Wednesday, March 24, 2010

Idiot.

It's been a long time. Well, maybe not. Because I'm already feeling a lot better. I think.
The real test will be when it turns three o'clock.

Or when it's late at night...right before bedtime.

Hah, hmmmm. Now that I think about it...it wasn't too bad at all...although i was completely pissed off last night. That's when I felt like an idiot.

And then there was church...and hearing all those people talk. It intimidates me. It makes me want to hide. But they don't understand that. Most people are unaware, as they should be.

I don't even know why I'm acting this way. I haven't the slightest clue. I thought things were going better I guess. But they aren't.

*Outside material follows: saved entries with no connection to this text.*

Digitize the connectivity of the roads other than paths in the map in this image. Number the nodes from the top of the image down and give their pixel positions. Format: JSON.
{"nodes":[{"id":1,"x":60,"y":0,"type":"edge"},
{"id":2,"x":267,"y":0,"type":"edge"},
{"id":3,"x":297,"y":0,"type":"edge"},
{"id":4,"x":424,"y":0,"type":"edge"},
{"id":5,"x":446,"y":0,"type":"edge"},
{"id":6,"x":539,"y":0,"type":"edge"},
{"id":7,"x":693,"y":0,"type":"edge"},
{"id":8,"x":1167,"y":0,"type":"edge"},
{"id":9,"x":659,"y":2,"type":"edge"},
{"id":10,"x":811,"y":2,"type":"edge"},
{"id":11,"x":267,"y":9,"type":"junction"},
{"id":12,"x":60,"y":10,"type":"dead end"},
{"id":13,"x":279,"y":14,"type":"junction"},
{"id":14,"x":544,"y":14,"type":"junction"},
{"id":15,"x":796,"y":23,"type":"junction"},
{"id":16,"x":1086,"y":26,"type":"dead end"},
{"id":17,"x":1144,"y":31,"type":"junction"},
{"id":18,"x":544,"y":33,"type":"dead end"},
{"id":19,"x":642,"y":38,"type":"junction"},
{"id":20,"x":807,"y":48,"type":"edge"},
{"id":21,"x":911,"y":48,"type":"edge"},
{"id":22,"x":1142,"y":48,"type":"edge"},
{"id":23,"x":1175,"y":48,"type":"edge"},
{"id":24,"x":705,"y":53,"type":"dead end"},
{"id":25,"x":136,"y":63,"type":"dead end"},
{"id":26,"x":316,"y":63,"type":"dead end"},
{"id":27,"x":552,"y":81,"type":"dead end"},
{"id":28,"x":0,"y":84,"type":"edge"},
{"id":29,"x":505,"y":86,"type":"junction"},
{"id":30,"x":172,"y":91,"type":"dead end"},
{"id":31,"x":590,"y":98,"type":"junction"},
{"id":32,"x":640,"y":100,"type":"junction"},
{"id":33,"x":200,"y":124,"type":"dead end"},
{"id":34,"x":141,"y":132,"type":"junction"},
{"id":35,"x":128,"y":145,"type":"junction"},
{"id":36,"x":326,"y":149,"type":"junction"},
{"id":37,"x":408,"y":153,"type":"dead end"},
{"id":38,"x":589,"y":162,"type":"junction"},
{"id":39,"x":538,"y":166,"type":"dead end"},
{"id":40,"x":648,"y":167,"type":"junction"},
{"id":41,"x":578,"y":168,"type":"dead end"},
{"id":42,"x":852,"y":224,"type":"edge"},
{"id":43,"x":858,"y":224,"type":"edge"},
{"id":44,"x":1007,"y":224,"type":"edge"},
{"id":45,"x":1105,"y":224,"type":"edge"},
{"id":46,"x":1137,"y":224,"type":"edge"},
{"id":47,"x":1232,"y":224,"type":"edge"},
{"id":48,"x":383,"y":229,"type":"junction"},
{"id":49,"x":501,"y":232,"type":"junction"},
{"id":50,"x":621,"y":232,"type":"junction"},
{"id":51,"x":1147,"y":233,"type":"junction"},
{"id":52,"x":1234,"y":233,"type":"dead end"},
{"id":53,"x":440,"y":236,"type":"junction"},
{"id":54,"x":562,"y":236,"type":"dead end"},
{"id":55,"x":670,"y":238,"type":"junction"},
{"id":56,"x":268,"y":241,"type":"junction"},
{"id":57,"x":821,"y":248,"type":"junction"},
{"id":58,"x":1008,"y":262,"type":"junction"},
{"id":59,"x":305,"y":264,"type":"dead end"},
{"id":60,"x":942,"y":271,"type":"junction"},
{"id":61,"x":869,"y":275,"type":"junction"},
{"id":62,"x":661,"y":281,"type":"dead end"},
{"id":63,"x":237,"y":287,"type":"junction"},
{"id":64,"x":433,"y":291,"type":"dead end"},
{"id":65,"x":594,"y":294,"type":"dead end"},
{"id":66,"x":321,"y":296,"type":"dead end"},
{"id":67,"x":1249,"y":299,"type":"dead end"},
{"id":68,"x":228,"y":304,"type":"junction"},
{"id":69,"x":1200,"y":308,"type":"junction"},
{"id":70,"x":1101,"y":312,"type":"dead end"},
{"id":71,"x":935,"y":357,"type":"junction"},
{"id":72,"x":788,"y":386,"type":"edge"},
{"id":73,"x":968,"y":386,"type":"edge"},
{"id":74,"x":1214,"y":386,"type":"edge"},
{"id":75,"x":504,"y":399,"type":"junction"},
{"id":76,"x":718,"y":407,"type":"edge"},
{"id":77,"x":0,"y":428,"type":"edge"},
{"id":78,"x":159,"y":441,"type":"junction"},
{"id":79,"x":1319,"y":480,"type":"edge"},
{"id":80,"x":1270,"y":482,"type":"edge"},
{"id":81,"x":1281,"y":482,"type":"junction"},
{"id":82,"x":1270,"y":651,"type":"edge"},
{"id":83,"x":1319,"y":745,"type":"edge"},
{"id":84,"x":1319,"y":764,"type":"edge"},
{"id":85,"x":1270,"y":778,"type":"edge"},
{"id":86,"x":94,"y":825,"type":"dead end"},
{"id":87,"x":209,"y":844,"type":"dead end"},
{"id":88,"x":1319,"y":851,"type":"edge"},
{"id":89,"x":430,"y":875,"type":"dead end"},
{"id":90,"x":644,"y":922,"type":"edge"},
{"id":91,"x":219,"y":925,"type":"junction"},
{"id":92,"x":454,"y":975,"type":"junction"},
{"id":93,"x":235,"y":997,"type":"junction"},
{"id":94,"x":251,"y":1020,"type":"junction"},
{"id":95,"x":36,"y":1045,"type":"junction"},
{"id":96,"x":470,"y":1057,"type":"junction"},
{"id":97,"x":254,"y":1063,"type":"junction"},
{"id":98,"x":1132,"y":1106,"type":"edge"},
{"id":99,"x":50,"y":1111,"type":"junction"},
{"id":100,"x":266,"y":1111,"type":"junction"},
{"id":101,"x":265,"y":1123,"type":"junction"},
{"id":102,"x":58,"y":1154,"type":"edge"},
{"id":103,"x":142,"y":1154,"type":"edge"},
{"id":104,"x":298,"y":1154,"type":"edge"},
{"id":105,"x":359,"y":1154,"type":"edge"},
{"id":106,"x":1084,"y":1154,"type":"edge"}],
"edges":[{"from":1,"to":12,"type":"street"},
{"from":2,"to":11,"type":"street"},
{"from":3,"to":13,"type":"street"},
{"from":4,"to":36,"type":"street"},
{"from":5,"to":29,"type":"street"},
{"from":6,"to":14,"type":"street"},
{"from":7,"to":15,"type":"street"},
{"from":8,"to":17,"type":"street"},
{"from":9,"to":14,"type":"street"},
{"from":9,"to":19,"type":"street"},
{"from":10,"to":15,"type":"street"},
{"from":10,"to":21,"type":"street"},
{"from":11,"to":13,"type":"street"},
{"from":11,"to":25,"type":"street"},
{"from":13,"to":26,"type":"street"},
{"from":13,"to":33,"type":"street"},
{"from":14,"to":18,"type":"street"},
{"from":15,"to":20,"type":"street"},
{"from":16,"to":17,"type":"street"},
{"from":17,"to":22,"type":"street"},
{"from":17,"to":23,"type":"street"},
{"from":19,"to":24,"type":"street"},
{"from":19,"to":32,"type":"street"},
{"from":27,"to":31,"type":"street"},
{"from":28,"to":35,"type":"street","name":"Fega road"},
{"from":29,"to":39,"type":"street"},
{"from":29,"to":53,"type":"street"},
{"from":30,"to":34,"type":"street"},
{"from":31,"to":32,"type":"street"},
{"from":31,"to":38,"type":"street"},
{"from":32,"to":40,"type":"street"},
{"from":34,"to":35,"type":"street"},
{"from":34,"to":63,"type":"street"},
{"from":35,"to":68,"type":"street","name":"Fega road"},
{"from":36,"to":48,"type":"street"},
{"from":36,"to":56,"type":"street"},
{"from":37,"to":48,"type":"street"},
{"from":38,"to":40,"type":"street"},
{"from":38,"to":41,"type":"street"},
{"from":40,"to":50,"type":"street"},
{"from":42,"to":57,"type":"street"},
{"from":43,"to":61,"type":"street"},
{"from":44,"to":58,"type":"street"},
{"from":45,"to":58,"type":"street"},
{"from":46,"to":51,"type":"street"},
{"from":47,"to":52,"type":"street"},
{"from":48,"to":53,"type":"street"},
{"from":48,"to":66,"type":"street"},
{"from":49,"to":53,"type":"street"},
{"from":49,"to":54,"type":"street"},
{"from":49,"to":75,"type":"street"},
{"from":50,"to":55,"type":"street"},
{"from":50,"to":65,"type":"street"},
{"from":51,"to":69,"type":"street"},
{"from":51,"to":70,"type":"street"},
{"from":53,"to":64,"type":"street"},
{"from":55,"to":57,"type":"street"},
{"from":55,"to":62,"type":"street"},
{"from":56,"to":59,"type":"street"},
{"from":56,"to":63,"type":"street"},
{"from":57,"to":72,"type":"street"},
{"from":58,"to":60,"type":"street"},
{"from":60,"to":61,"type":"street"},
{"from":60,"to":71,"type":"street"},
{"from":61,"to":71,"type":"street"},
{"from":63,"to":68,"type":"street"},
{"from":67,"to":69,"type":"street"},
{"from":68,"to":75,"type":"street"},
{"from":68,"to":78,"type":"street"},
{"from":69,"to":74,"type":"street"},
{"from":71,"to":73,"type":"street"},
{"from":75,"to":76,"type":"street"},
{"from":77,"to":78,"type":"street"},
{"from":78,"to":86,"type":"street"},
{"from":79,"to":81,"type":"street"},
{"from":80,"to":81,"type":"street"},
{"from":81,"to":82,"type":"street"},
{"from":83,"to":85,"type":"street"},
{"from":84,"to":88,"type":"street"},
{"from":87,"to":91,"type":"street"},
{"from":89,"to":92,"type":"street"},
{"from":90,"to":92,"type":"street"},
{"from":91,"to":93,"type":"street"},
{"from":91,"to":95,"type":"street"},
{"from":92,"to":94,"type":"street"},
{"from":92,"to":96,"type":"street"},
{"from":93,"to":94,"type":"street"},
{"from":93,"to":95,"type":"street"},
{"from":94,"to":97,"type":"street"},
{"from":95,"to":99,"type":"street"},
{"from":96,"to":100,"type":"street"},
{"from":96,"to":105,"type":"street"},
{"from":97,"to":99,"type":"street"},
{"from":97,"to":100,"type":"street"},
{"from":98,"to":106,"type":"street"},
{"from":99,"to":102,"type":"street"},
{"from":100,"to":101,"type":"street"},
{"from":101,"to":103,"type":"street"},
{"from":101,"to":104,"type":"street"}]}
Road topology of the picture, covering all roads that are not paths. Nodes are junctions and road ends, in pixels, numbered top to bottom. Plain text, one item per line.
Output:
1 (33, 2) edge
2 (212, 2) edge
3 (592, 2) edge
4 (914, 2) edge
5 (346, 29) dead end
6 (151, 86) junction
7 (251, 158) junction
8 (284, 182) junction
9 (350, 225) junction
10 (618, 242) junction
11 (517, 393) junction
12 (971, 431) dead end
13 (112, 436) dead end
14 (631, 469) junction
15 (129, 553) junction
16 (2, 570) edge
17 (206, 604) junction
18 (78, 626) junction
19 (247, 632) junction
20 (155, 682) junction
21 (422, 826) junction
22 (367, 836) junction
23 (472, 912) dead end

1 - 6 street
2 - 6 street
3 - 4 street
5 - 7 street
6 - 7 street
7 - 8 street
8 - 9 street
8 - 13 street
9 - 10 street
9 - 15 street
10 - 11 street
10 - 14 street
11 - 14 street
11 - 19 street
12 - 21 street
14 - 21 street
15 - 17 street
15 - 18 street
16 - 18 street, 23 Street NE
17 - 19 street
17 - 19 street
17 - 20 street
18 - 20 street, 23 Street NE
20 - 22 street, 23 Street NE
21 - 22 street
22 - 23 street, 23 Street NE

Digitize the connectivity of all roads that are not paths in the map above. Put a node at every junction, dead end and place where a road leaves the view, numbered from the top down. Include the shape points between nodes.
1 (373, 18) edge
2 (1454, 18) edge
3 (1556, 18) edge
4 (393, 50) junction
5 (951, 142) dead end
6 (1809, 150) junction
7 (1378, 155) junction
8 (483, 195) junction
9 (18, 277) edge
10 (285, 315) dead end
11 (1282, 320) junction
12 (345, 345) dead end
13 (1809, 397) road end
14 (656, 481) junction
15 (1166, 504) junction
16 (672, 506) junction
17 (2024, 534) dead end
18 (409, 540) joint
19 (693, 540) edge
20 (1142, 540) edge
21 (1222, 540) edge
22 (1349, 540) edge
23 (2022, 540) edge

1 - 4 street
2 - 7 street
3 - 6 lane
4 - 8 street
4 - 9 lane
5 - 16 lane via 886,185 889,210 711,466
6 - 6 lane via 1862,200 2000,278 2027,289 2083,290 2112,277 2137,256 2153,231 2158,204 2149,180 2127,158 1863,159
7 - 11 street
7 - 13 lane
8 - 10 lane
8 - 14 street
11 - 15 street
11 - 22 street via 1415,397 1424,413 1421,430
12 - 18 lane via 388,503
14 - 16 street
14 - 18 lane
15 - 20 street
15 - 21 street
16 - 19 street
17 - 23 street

I'm still afraid of everything.
I still cling to what I know I shouldn't hold on to...and for what you ask??? Because, when I am empty handed...really, life is okay. I can be happy. I can move forward. But, as soon as you tempt me...and I mean really tempt me....with the unexpected...with the unknown...with the endless possibilities...I reach out and grab...for deal life.

Because, well, because I'm lame....because I do want it...and I want it now.

But, I feel better already...although its a shallow better.

Jesus has some deeper things to work on.

So, I apologize. For, last night. For my anger issues. For freaking out so much. For not trusting you. For thinking that I know better.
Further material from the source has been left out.